WHEREAS, as of the date hereof, Stockholder is the direct or
indirect beneficial owner of the shares of the Class A Common Stock, par value
$.01 per share (the "Common Stock"), of John Q. Hammons Hotels, Inc., a Delaware
corporation (the "Company"), described in the form Schedule 13D of "JQH
Shareholders for Fair Play" originally filed with the Securities and Exchange
Commission on October 26, 2004, as the same from time to time may be amended,
currently [___] shares (the "Shares");
WHEREAS, the parties understand pursuant to public announcements
that the Special Committee of the Board of Directors of the Company (the
"Special Committee") granted to Barcelo Crestline Corporation an exclusive
period of time within which to negotiate to acquire all of the outstanding
shares of the Common Stock, which period shall expire on January 31, 2005;
WHEREAS, the Bidder intends, not later than January 31, 2005, to
deliver to the Special Committee a written proposal stating Bidder's willingness
to commence the Offer (defined below) subject only to the Conditions (defined
below) to purchase either all (in the case of a non-tender offer transaction) or
any and all of the Company's Common Stock (which Offer may include Common Stock
owned by the Company's founder, Mr. John Q. Hammons or his trusts and affiliates
(collectively, "Mr. Hammons"), pursuant to an agreement between the Bidder and
Mr.

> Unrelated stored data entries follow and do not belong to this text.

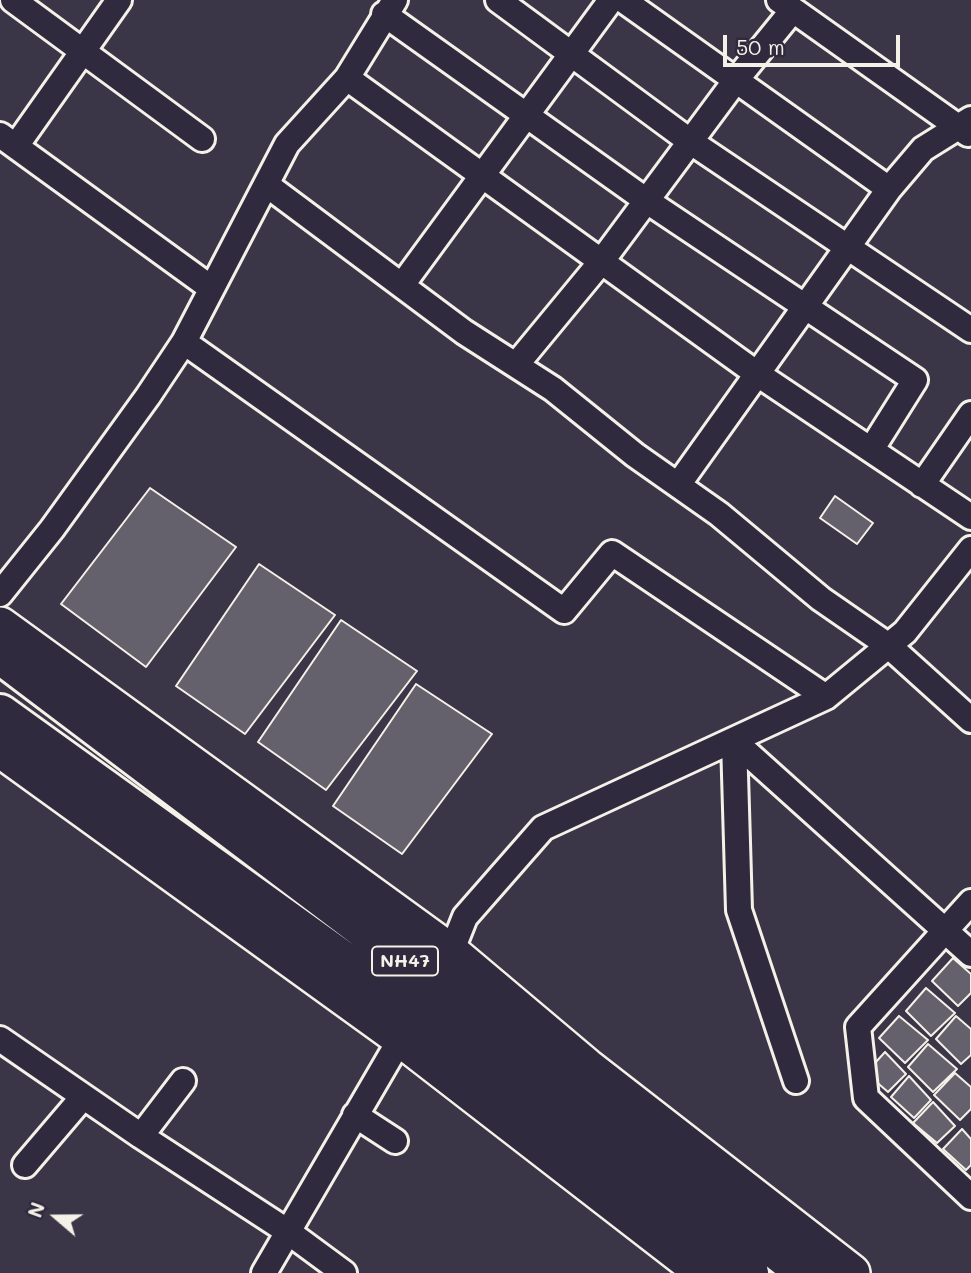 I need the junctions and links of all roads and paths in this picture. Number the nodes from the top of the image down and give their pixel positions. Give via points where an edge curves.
1 (13, 0) edge
2 (119, 0) edge
3 (498, 0) edge
4 (611, 0) edge
5 (623, 0) edge
6 (786, 5) edge
7 (389, 7) edge
8 (82, 52) junction
9 (571, 55) junction
10 (347, 78) junction
11 (736, 80) junction
12 (528, 116) junction
13 (966, 127) edge
14 (202, 139) dead end
15 (8, 141) edge
16 (691, 142) junction
17 (483, 177) junction
18 (267, 185) junction
19 (889, 189) junction
20 (646, 201) junction
21 (848, 246) junction
22 (601, 262) junction
23 (402, 285) junction
24 (211, 288) junction
25 (804, 309) junction
26 (971, 330) edge
27 (184, 342) junction
28 (516, 365) junction
29 (756, 373) junction
30 (971, 414) edge
31 (870, 450) junction
32 (678, 485) junction
33 (922, 485) junction
34 (971, 517) edge
35 (971, 549) edge
36 (0, 594) edge
37 (0, 626) edge
38 (889, 646) junction
39 (0, 654) edge
40 (826, 697) junction
41 (0, 714) edge
42 (971, 720) edge
43 (734, 741) junction
44 (0, 748) edge
45 (971, 902) edge
46 (944, 930) junction
47 (971, 954) edge
48 (426, 997) junction
49 (0, 1039) edge
50 (183, 1080) dead end
51 (796, 1081) dead end
52 (83, 1097) junction
53 (355, 1115) junction
54 (141, 1136) junction
55 (396, 1141) dead end
56 (25, 1165) dead end
57 (971, 1197) edge
58 (287, 1231) junction
59 (264, 1273) edge
60 (344, 1273) edge
61 (705, 1273) edge
62 (749, 1273) edge
63 (806, 1273) edge
64 (851, 1273) edge

1 - 8 street
2 - 8 street
3 - 9 street
4 - 9 street
5 - 11 street
6 - 11 street
6 - 13 street
7 - 10 street
7 - 12 street
8 - 14 street
8 - 15 street
9 - 12 street
9 - 16 street
10 - 17 street
10 - 18 street via 287,144
11 - 16 street
11 - 19 street
12 - 17 street
12 - 20 street
13 - 19 street via 923,149
15 - 24 street
16 - 20 street
16 - 21 street
17 - 22 street
17 - 23 street
18 - 23 street
18 - 24 street
19 - 21 street
20 - 22 street
20 - 25 street
21 - 25 street
21 - 26 street
22 - 28 street
22 - 29 street
23 - 28 street
24 - 27 street
25 - 29 street
25 - 31 street via 915,380
27 - 36 street via 68,507
27 - 40 street via 564,611 612,553
28 - 32 street
29 - 31 street
29 - 32 street
30 - 33 street
31 - 33 street
32 - 38 street via 821,599
33 - 34 street
35 - 38 street
37 - 48 street
38 - 40 street
38 - 42 street
39 - 48 highway, NH47
40 - 43 street
41 - 48 highway, NH47
43 - 46 street
43 - 48 street via 543,828 465,917
43 - 51 street via 739,910
44 - 48 street
45 - 46 street
46 - 47 street
46 - 57 street via 858,1027 866,1098
48 - 53 street
48 - 61 street
48 - 62 highway, NH47
48 - 63 highway, NH47
48 - 64 street via 586,1067
49 - 52 street
50 - 54 street
52 - 54 street
52 - 56 street
53 - 55 street
53 - 58 street
54 - 58 street
58 - 59 street
58 - 60 street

Hammons which may include, inter alia, arrangements involving limited
partnership interests of John Q. Hammons Hotels, LP, a Delaware limited
partnership (the "Partnership") owned by Mr. Hammons and other terms relating to
Mr. Hammons (the "Hammons Agreement")); and
WHEREAS, subject to the satisfaction of the Bidder's obligations
contained herein, the Stockholder agrees to support the Bidder's Offer during
the term of this Agreement, upon the terms and subject to the conditions set
forth herein.
NOW, THEREFORE, in consideration of the foregoing and the mutual
covenants and agreements contained herein the parties hereto agree as follows:
ARTICLE I
BIDDER'S OBLIGATIONS.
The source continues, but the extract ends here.